> **Exercise**: Could you filter the records below and return each line that holds "index"?

> **Data records**:
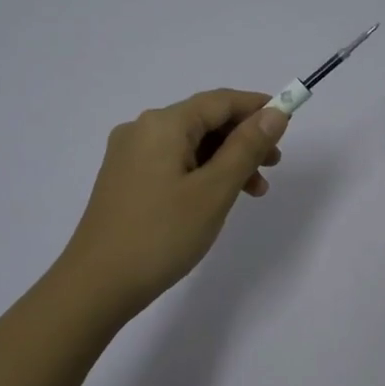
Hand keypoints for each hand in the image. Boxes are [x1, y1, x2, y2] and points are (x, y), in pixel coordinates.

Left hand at [56, 88, 288, 321]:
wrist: (97, 284)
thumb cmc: (162, 235)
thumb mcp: (214, 191)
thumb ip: (246, 148)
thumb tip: (274, 114)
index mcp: (163, 124)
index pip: (219, 101)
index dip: (257, 107)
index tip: (288, 123)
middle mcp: (142, 130)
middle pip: (204, 120)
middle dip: (243, 138)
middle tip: (274, 166)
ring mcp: (129, 155)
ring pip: (189, 144)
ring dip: (225, 160)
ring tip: (253, 192)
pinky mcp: (124, 180)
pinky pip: (172, 163)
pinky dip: (201, 173)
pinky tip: (216, 198)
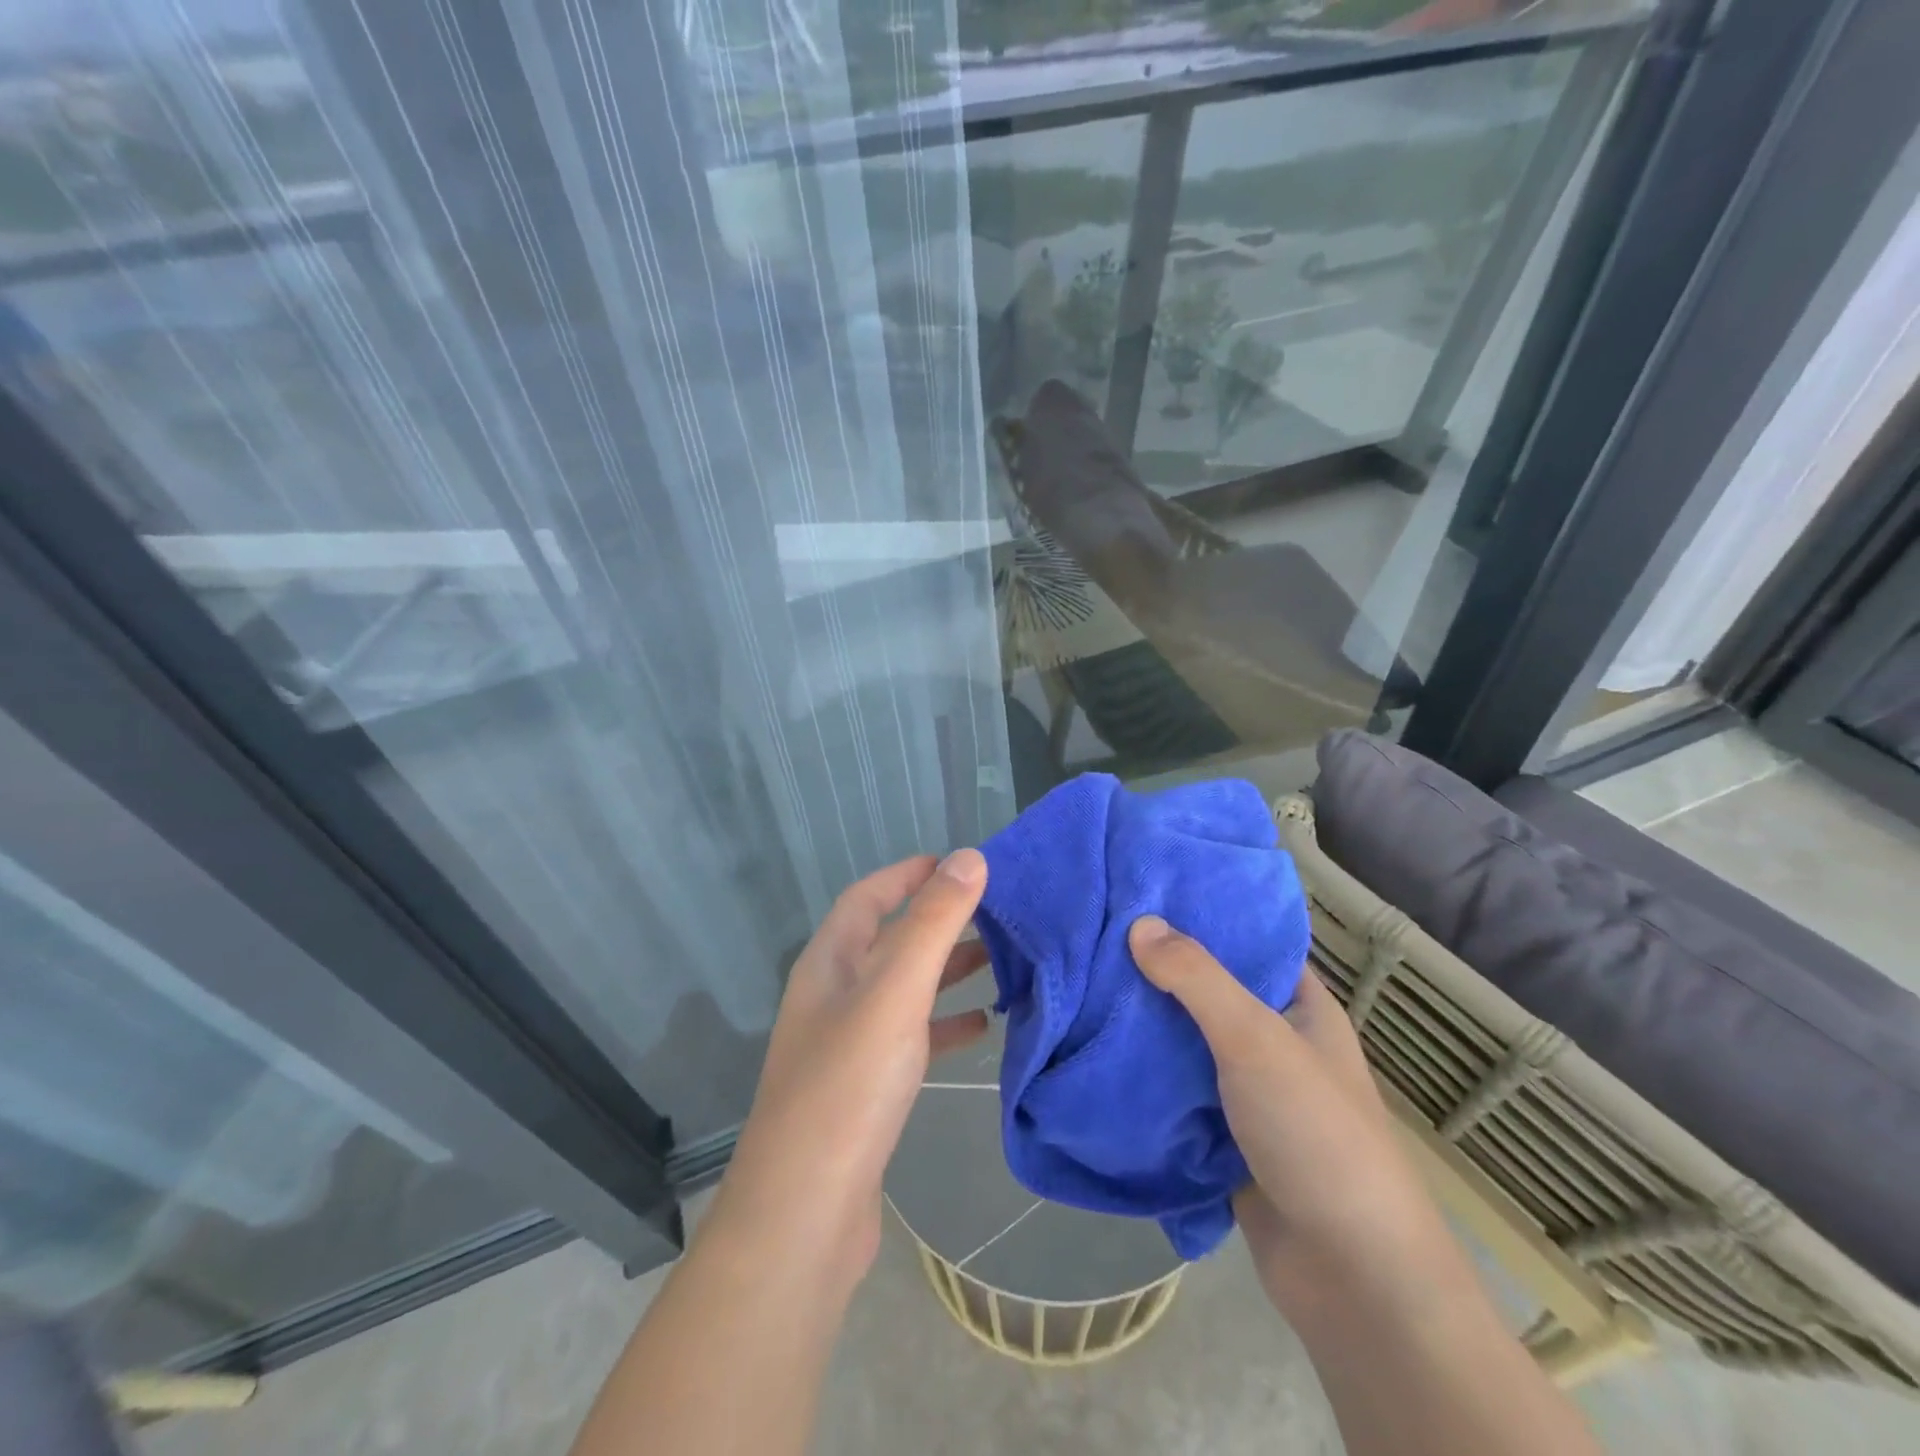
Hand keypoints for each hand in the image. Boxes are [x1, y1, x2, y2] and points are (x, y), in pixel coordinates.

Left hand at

> **Written answer**:
index mcp: (163, 124)
index pip: (219, 101)
index dip: (257, 107)
index tip: (288, 123)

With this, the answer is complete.